The living room is a temple to midcentury modernity, with low-slung sofas by Robert Haussmann crouching on a Diego Giacometti rug. On the wall, in place of family photographs hangs a series of eight portraits in a Polaroid composition and graphic sensibility that immediately identifies them as Andy Warhols, the result of a 1973 commission.
For years, the Zurich home of Hans and Bessie Bechtler housed a collection of modern art. Now, that muscular Marini horse (nose shiny from affectionate pats) and the rest of this remarkable collection has found a new stable in Charlotte, North Carolina, where the Bechtler Museum of Modern Art opened in January 2010.
The museum is the first of its kind in the American southeast, and the building could not be more of a departure from the predominant architectural style in the hospitable, traditional city. The square, terracotta-clad structure by Swiss architect Mario Botta emanates vigour and modernity on a leafy street of granite office buildings. A cantilevered fourth storey flies over the entry plaza, supported by a sculptural, tumescent column.
“We consider the building to be the largest piece of art in the collection,” President and CEO John Boyer says.
Niki de Saint Phalle’s gleaming Firebird beckons passersby in. Once inside, an airy, light-filled atrium rises through four floors of marquee artworks. On the fourth and largest level, clever door-sized windows open onto a light well on all four sides, inviting alternative viewpoints and surprising glimpses of the artworks just across the exhibition floor. (This “happy accident” of architecture requires the gallery staff to clean fingerprints off the glass several times a day, says Director of Communications and Marketing Pam Davis.)
The artworks, though smaller than the sculpture of a building, are the true stars. From the first piece visitors’ encounter—a massive Sol LeWitt wall painting executed by a team of local artists—to the smallest Giacometti miniature, the list of artists reads like a who’s who of twentieth century art. Warhol, Pablo Picasso, Joan Miró, Fernand Leger, Paul Klee, Jasper Johns, Max Ernst and Edgar Degas are all represented.

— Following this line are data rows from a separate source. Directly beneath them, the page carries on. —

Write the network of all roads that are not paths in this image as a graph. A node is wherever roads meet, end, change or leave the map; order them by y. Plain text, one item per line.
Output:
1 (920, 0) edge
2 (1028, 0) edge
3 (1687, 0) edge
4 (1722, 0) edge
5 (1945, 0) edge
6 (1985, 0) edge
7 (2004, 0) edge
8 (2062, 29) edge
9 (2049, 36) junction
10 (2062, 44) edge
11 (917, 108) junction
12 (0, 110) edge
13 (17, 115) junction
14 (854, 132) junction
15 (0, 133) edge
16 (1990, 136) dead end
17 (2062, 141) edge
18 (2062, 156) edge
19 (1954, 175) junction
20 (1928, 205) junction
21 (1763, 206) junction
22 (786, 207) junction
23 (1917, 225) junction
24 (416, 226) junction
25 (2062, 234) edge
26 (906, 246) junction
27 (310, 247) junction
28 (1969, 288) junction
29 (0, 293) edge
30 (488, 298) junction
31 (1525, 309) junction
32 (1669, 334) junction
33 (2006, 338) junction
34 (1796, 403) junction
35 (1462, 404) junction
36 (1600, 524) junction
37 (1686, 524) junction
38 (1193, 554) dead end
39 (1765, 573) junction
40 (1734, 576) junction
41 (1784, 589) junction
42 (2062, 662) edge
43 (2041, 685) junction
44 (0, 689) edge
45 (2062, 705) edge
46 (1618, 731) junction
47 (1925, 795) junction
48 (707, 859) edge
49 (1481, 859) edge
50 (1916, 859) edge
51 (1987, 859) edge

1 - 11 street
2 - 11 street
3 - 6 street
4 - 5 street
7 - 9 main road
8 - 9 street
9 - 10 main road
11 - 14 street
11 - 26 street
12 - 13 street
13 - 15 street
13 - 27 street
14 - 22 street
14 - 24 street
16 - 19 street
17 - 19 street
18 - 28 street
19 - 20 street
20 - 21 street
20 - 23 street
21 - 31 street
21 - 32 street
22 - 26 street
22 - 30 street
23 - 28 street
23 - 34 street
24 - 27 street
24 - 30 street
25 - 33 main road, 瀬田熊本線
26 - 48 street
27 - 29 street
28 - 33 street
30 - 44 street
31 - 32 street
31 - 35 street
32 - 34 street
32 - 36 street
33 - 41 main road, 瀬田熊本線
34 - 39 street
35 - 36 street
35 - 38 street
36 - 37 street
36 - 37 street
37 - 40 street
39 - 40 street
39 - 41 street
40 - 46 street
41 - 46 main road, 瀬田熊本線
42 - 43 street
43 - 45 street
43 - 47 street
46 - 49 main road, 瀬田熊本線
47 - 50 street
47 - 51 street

The modern marvel of a living room is in there too, via a surreal re-creation of the room that started it all, on an intimate mezzanine.
The Bechtlers amassed their 1,400-piece collection initially through gallery purchases, but later through direct acquisitions and gifts from artists who became family friends. The warmth of the connections are made clear by the exhibition of correspondence—friendly, personal letters—between Hans Bechtler and artists like British sculptor Barbara Hepworth, whom Hans invited to visit the Bechtler home.
The collection came to Charlotte through the family business. Andreas, Hans & Bessie’s son, moved to Charlotte in the 1970’s to work in the family’s textile industry holdings. An artist himself, Andreas chose to settle in North Carolina rather than returning to Europe. After inheriting half of his parents’ collection in 2001, Andreas planned to add a museum to his Little Italy Peninsula Arts Centre in nearby Mount Holly.
City leaders exhorted him to build in downtown Charlotte instead and interestingly some of the most personal pieces in the museum stem from this quirk of geography. In 1991, Andreas invited Jean Tinguely to create a monumental three-story sculpture in Charlotte’s Carillon building. During the construction process, Tinguely dashed off an energetic paint ‘sketch’ on a salvaged piece of cardboard. He handed this visual interpretation of the sculpture-in-progress to Andreas, saying, “Here, do something with this,” and the sense of stewardship Andreas felt towards the work developed into a commitment to building the museum.
The museum is still settling into its new neighbourhood, a growing cultural campus of museums, theatres, and even the Nascar Hall of Fame. With only ten percent of the collection on show and most of the artworks on display for the first time since acquisition, there’s little academic work on most of the collection. A massive digitisation drive is in progress, and the museum is exploring collaborations with curatorial students.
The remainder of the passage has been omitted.